++++ DATA ++++

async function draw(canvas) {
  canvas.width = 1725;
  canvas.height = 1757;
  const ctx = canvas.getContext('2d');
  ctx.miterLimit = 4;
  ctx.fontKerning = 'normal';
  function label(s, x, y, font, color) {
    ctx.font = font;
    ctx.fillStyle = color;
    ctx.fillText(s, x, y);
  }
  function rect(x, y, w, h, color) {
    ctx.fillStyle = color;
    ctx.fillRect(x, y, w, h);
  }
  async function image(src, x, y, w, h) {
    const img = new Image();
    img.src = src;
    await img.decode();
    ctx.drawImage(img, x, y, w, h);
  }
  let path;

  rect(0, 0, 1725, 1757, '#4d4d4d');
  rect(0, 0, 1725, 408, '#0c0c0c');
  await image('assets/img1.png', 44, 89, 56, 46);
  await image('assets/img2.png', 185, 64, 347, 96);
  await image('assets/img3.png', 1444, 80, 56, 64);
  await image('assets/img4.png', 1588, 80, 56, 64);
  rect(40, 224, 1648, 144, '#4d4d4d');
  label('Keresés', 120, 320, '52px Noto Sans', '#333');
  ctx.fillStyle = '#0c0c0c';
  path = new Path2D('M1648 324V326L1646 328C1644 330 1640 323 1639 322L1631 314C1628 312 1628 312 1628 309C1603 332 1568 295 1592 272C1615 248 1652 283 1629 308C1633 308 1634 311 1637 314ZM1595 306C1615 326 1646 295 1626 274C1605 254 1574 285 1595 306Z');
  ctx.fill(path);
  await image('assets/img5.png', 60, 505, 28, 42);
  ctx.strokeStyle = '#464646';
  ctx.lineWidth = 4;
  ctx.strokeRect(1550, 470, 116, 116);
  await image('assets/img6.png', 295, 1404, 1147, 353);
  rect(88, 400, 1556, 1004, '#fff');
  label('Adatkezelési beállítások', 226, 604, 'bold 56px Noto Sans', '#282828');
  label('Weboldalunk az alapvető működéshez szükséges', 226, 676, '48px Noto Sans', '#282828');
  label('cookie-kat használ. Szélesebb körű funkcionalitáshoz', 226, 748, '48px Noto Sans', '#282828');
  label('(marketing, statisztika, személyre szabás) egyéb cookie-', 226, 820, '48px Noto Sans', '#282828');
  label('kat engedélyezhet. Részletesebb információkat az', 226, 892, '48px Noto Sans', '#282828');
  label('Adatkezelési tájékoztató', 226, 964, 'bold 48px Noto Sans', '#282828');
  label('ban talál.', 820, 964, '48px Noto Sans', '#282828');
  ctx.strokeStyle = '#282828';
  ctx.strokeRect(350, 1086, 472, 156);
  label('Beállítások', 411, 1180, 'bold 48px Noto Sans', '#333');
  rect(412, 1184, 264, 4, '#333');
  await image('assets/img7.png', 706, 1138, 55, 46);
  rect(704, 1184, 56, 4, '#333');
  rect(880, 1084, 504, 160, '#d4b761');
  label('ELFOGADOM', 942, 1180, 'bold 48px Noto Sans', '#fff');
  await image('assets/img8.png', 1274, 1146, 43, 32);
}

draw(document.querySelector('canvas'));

++++
++++ DATA ++++

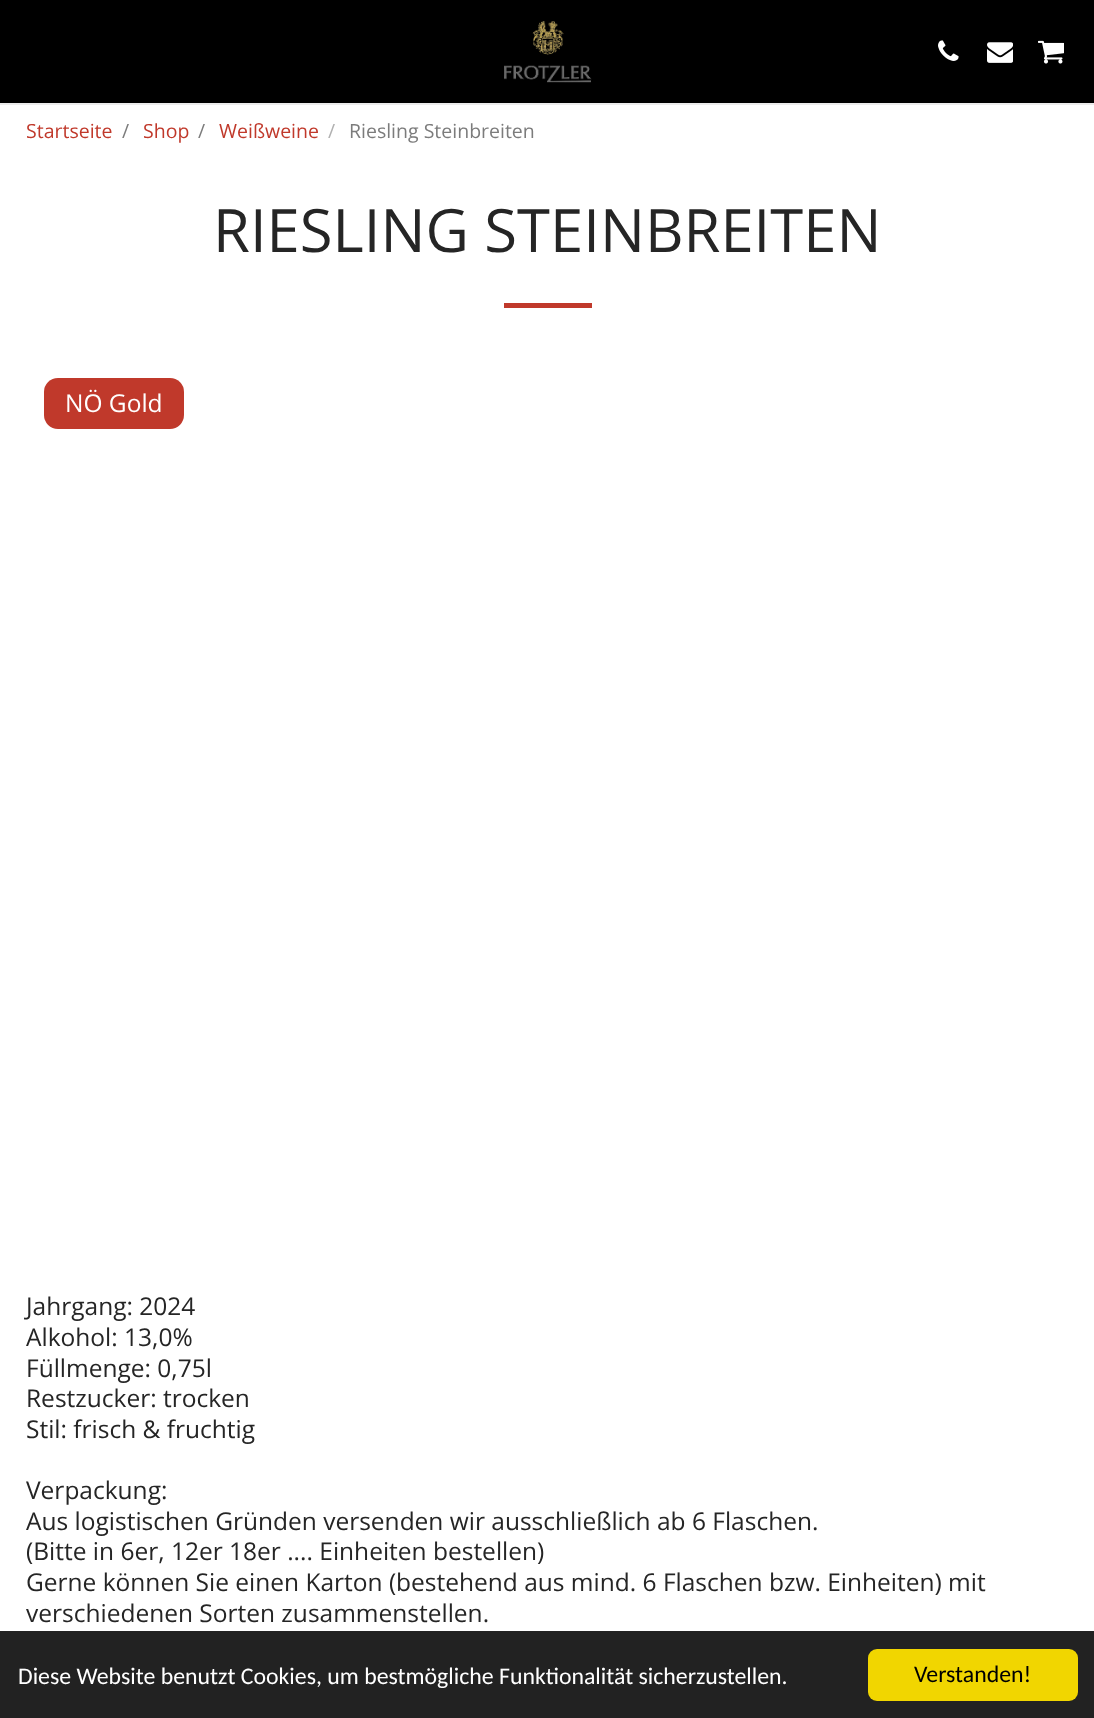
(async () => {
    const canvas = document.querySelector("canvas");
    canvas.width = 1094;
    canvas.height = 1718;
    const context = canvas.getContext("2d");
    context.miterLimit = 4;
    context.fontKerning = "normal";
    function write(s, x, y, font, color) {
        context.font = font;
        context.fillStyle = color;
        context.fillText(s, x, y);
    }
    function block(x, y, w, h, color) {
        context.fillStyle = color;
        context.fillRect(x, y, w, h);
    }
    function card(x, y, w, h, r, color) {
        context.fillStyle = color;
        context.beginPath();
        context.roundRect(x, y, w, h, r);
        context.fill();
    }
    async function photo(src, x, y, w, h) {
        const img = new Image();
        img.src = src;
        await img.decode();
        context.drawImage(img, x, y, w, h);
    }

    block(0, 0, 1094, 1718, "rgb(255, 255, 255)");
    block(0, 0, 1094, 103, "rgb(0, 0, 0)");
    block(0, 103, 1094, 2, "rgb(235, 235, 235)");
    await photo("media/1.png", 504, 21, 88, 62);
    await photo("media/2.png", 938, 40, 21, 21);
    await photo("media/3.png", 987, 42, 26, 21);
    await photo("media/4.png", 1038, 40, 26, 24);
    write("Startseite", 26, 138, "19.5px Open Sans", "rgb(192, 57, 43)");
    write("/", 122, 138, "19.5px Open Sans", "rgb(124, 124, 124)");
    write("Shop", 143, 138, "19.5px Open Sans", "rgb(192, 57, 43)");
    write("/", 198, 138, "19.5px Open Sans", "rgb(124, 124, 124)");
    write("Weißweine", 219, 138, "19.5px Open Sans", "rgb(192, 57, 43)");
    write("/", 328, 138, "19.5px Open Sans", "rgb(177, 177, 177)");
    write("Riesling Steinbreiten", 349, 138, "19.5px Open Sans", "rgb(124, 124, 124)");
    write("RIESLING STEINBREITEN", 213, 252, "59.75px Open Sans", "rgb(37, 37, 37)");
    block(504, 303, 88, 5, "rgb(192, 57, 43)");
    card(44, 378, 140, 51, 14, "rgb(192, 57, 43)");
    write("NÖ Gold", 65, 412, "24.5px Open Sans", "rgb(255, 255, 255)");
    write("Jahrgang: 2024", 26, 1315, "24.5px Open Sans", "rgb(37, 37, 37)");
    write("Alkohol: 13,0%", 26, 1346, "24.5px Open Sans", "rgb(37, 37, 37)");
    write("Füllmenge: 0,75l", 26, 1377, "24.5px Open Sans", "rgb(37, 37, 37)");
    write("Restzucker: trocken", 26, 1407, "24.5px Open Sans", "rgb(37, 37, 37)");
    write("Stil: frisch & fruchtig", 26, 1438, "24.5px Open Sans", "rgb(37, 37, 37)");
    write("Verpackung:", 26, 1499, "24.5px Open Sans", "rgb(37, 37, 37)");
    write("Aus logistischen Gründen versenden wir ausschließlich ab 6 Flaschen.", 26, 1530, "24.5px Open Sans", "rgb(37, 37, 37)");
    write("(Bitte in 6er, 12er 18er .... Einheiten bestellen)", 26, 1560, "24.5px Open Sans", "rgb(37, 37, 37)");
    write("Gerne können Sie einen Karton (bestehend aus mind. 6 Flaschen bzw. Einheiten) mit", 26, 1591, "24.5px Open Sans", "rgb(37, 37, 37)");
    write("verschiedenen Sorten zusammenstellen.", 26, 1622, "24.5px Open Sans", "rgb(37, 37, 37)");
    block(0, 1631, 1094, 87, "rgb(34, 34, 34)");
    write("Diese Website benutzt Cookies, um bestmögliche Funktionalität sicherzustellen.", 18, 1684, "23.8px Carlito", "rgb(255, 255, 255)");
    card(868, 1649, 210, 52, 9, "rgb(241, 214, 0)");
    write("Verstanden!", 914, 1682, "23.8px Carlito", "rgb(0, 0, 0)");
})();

++++
++++ DATA ++++

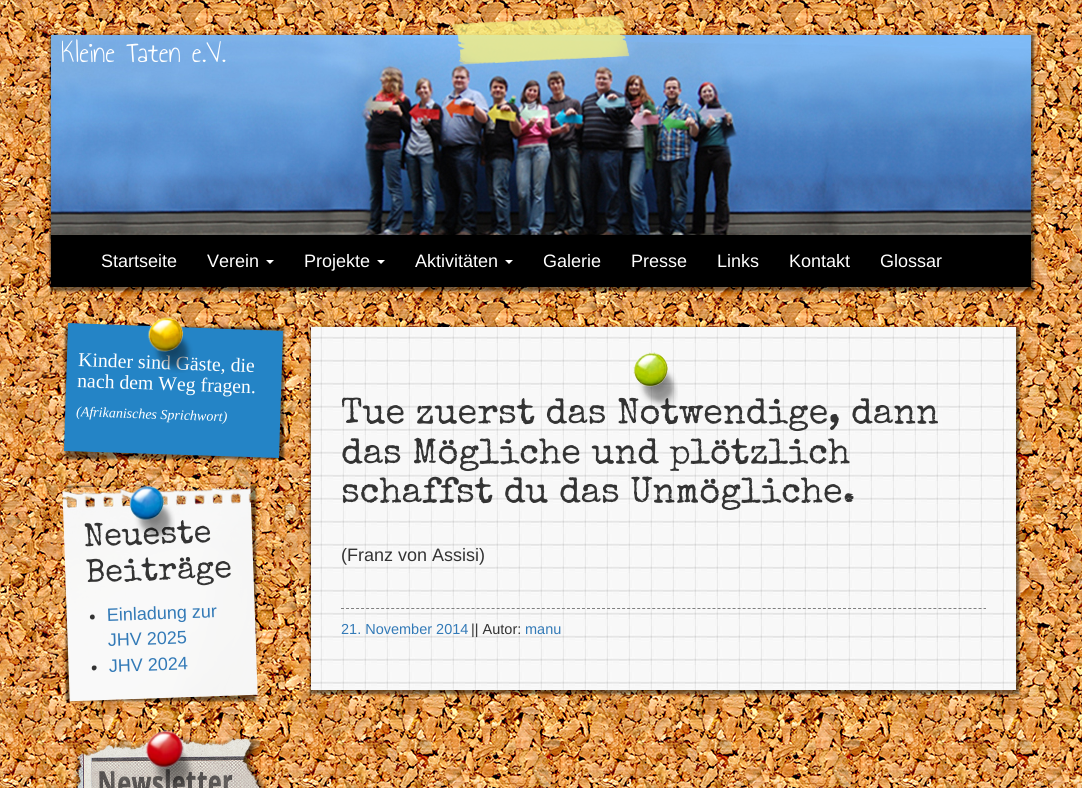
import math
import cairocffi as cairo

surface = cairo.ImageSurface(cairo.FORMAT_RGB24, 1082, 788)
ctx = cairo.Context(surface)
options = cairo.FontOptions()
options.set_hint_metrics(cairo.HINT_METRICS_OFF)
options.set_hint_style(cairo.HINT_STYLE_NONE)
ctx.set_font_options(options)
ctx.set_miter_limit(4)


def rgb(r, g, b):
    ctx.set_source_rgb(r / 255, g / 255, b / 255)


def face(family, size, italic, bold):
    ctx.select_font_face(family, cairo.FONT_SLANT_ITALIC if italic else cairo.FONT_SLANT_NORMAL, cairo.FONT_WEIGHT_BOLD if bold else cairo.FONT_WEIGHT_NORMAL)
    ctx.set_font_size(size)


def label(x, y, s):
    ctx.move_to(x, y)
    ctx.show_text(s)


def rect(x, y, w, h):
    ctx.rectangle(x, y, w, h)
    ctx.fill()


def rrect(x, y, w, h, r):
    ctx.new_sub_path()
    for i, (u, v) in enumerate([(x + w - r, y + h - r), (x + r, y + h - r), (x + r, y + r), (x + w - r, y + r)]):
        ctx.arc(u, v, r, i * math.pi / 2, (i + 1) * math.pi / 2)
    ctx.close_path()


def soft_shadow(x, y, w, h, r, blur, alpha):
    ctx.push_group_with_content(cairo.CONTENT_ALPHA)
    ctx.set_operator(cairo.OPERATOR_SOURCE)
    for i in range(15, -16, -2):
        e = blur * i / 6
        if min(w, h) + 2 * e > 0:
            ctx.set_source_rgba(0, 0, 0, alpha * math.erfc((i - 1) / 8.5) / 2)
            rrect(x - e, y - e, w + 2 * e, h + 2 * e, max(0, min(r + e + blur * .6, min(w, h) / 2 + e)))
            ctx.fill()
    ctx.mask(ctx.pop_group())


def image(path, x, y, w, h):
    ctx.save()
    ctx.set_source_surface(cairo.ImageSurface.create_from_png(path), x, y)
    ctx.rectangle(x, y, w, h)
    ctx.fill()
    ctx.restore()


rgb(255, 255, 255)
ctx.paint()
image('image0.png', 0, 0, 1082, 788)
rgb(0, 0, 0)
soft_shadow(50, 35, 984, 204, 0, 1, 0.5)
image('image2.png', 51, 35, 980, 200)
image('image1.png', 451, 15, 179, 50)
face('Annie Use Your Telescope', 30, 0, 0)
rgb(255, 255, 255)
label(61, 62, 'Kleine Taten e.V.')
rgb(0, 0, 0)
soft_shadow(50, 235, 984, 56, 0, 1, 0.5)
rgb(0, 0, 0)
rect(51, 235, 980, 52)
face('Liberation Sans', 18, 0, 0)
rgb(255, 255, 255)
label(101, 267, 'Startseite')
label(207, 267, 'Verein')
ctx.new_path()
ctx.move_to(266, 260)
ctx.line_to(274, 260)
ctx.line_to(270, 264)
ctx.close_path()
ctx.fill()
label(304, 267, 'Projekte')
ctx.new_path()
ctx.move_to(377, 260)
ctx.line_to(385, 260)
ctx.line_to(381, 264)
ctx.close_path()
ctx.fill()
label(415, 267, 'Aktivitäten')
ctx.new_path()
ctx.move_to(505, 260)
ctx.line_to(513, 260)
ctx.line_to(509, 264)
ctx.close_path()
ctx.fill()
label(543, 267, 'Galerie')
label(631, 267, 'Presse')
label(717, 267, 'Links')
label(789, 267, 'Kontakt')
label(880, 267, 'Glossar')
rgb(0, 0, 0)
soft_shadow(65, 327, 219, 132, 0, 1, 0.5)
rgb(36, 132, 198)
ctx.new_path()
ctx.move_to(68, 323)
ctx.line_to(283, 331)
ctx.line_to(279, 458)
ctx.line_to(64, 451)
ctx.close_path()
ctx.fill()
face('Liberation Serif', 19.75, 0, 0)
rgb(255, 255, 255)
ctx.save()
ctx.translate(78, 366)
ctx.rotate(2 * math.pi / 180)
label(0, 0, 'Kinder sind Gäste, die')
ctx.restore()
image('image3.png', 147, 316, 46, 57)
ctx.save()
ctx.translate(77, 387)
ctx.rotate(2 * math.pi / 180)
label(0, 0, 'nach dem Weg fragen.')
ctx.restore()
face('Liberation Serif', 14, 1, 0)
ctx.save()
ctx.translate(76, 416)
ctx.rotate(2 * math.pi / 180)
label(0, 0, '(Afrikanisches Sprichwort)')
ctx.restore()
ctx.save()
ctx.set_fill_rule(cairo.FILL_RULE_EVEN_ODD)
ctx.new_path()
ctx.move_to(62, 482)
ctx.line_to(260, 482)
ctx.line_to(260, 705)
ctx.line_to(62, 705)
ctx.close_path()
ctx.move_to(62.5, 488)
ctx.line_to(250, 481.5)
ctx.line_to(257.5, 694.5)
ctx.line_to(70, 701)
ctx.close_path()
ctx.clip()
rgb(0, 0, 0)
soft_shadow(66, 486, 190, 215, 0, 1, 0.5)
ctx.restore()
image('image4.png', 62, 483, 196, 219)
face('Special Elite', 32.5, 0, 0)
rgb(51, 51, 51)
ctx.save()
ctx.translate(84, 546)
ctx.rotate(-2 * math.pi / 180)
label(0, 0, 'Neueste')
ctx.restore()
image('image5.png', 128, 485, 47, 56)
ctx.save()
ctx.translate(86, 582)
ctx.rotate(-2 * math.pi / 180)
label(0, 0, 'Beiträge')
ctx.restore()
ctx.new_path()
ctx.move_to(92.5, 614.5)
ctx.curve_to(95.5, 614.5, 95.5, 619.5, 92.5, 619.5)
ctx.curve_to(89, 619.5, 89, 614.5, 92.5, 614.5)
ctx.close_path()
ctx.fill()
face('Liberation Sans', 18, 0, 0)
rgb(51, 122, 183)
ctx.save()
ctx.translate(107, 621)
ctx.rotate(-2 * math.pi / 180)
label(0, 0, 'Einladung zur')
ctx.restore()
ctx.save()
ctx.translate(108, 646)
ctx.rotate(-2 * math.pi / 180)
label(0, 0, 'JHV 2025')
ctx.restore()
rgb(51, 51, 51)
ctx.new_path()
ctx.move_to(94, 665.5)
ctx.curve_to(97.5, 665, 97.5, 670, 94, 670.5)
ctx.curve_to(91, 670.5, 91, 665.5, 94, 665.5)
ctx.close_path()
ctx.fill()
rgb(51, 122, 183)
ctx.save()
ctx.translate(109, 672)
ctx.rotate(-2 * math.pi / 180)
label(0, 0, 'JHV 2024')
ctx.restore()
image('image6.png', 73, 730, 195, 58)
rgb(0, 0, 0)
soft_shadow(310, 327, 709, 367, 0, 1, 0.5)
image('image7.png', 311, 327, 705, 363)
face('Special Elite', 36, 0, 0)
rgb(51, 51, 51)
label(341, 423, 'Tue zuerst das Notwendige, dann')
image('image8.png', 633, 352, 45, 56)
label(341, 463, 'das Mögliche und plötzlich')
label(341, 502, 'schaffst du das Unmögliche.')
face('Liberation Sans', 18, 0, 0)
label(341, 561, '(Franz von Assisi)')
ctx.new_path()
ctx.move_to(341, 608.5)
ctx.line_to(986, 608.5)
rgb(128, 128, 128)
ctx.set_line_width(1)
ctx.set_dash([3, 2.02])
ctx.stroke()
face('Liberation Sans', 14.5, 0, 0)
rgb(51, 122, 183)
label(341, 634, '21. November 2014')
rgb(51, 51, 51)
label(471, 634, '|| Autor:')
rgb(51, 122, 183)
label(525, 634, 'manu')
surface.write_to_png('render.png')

++++

=== WORK REQUEST ===
The answer should be all lines from the entries above that hold the word "getContext".

=== SOLUTION TO THE EXERCISE ===
  const ctx = canvas.getContext('2d');
    const context = canvas.getContext("2d");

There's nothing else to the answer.